# [GOAL OF THE EXERCISE]
Every line below is to be given again precisely; images are to be left out.

# [LISTED ENTRIES]
[Start of Attachment]
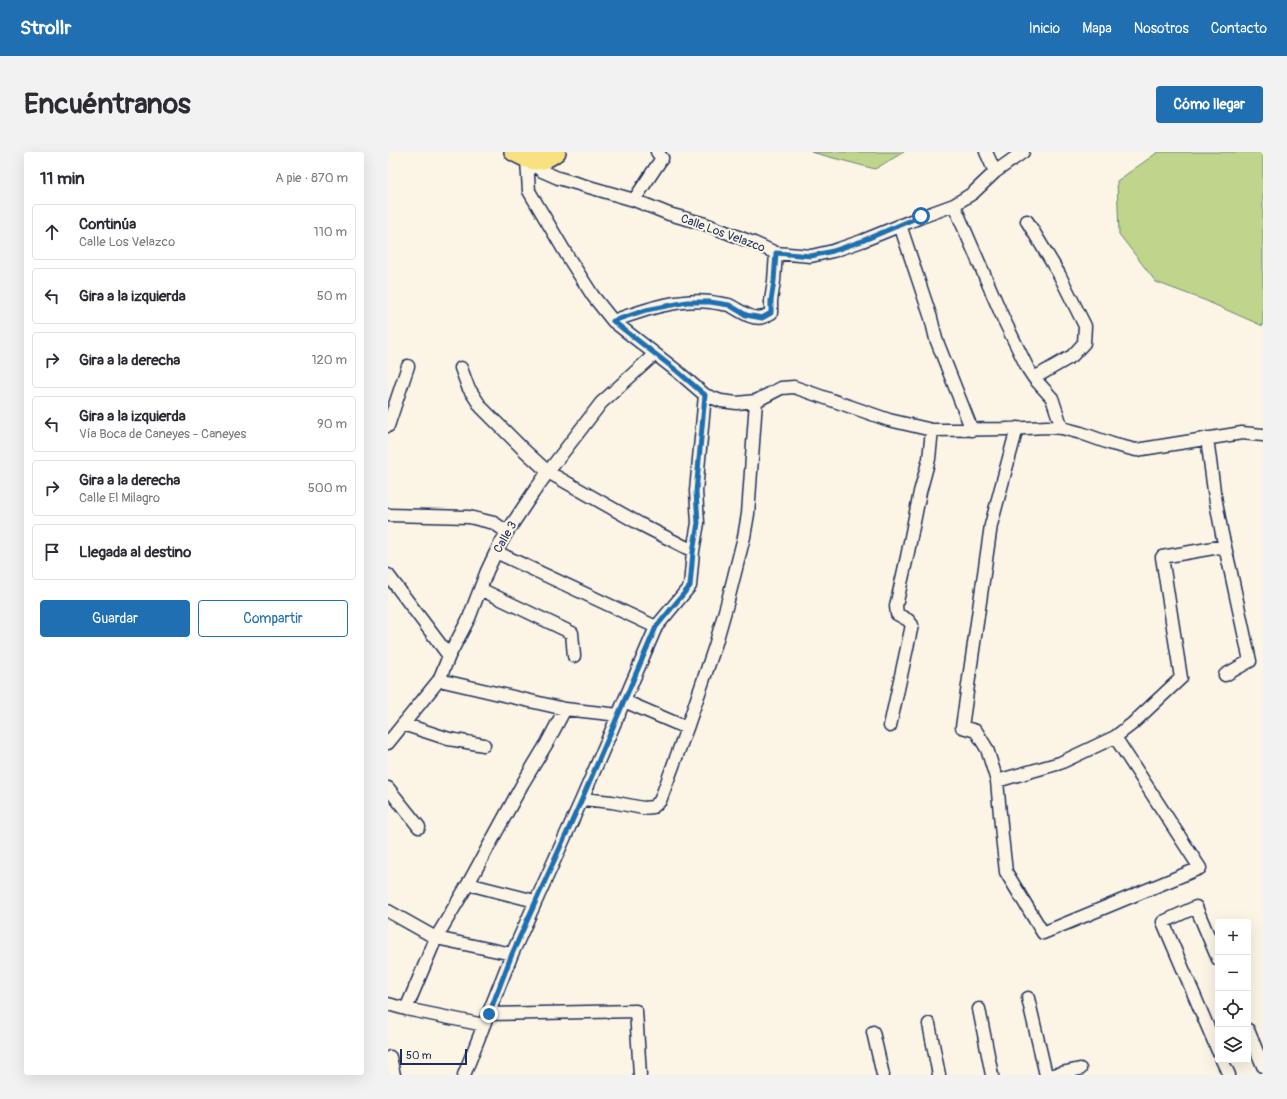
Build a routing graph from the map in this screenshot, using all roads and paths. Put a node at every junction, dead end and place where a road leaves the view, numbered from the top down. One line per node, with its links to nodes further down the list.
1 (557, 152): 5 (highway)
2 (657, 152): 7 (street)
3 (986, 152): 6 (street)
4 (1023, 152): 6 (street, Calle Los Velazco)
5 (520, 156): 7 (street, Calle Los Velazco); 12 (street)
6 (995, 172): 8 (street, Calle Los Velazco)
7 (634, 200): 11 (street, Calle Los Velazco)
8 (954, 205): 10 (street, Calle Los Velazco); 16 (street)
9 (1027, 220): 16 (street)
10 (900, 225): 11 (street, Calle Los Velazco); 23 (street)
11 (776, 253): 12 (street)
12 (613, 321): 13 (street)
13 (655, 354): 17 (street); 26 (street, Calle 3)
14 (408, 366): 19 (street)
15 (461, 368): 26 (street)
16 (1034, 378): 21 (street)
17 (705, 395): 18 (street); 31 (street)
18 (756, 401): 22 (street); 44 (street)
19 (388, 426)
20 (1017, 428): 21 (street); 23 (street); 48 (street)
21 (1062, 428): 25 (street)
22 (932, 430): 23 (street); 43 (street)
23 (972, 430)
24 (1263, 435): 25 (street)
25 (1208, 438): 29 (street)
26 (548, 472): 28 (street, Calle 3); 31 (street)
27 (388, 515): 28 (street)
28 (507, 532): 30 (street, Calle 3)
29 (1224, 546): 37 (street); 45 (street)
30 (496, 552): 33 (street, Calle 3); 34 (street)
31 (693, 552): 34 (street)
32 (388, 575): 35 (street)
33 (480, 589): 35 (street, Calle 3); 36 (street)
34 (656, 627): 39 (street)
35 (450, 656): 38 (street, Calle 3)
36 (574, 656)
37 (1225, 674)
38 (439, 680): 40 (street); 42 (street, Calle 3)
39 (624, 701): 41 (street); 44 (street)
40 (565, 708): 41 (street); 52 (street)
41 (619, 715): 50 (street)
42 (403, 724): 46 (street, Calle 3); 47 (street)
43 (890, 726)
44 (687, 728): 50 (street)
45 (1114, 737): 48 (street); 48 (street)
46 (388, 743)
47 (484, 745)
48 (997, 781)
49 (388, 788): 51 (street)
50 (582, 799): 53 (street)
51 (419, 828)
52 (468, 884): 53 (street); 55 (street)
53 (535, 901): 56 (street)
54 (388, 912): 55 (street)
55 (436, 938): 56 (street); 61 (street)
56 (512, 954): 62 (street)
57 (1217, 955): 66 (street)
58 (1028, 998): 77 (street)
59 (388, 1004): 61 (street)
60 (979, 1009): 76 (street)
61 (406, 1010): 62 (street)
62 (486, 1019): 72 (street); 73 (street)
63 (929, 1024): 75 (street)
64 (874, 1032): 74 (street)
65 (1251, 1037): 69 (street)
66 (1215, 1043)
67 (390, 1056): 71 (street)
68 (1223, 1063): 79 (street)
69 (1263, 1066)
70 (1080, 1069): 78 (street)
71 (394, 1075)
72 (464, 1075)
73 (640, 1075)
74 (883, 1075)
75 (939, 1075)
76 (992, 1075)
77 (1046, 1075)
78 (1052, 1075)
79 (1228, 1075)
[End of Attachment]
# [WRITTEN RESPONSE]
Build a routing graph from the map in this screenshot, using all roads and paths. Put a node at every junction, dead end and place where a road leaves the view, numbered from the top down. One line per node, with its links to nodes further down the list.
1 (557, 152): 5 (highway)
2 (657, 152): 7 (street)
3 (986, 152): 6 (street)
4 (1023, 152): 6 (street, Calle Los Velazco)
5 (520, 156): 7 (street, Calle Los Velazco); 12 (street)
6 (995, 172): 8 (street, Calle Los Velazco)
7 (634, 200): 11 (street, Calle Los Velazco)
8 (954, 205): 10 (street, Calle Los Velazco); 16 (street)
9 (1027, 220): 16 (street)
10 (900, 225): 11 (street, Calle Los Velazco); 23 (street)
11 (776, 253): 12 (street)
12 (613, 321): 13 (street)
13 (655, 354): 17 (street); 26 (street, Calle 3)
14 (408, 366): 19 (street)
15 (461, 368): 26 (street)
16 (1034, 378): 21 (street)
17 (705, 395): 18 (street); 31 (street)
18 (756, 401): 22 (street); 44 (street)
19 (388, 426)
20 (1017, 428): 21 (street); 23 (street); 48 (street)
21 (1062, 428): 25 (street)
22 (932, 430): 23 (street); 43 (street)
23 (972, 430)
24 (1263, 435): 25 (street)
25 (1208, 438): 29 (street)
26 (548, 472): 28 (street, Calle 3); 31 (street)
27 (388, 515): 28 (street)
28 (507, 532): 30 (street, Calle 3)
29 (1224, 546): 37 (street); 45 (street)
30 (496, 552): 33 (street, Calle 3); 34 (street)
31 (693, 552): 34 (street)
32 (388, 575): 35 (street)
33 (480, 589): 35 (street, Calle 3); 36 (street)
34 (656, 627): 39 (street)
35 (450, 656): 38 (street, Calle 3)
36 (574, 656)
37 (1225, 674)
38 (439, 680): 40 (street); 42 (street, Calle 3)
39 (624, 701): 41 (street); 44 (street)
40 (565, 708): 41 (street); 52 (street)
41 (619, 715): 50 (street)
42 (403, 724): 46 (street, Calle 3); 47 (street)
43 (890, 726)
44 (687, 728): 50 (street)
45 (1114, 737): 48 (street); 48 (street)
46 (388, 743)
47 (484, 745)
48 (997, 781)
49 (388, 788): 51 (street)
50 (582, 799): 53 (street)
51 (419, 828)
52 (468, 884): 53 (street); 55 (street)
53 (535, 901): 56 (street)
54 (388, 912): 55 (street)
55 (436, 938): 56 (street); 61 (street)
56 (512, 954): 62 (street)
57 (1217, 955): 66 (street)
58 (1028, 998): 77 (street)
59 (388, 1004): 61 (street)
60 (979, 1009): 76 (street)
61 (406, 1010): 62 (street)
62 (486, 1019): 72 (street); 73 (street)
63 (929, 1024): 75 (street)
64 (874, 1032): 74 (street)
65 (1251, 1037): 69 (street)
66 (1215, 1043)
67 (390, 1056): 71 (street)
68 (1223, 1063): 79 (street)
69 (1263, 1066)
70 (1080, 1069): 78 (street)
71 (394, 1075)
72 (464, 1075)
73 (640, 1075)
74 (883, 1075)
75 (939, 1075)
76 (992, 1075)
77 (1046, 1075)
78 (1052, 1075)
79 (1228, 1075)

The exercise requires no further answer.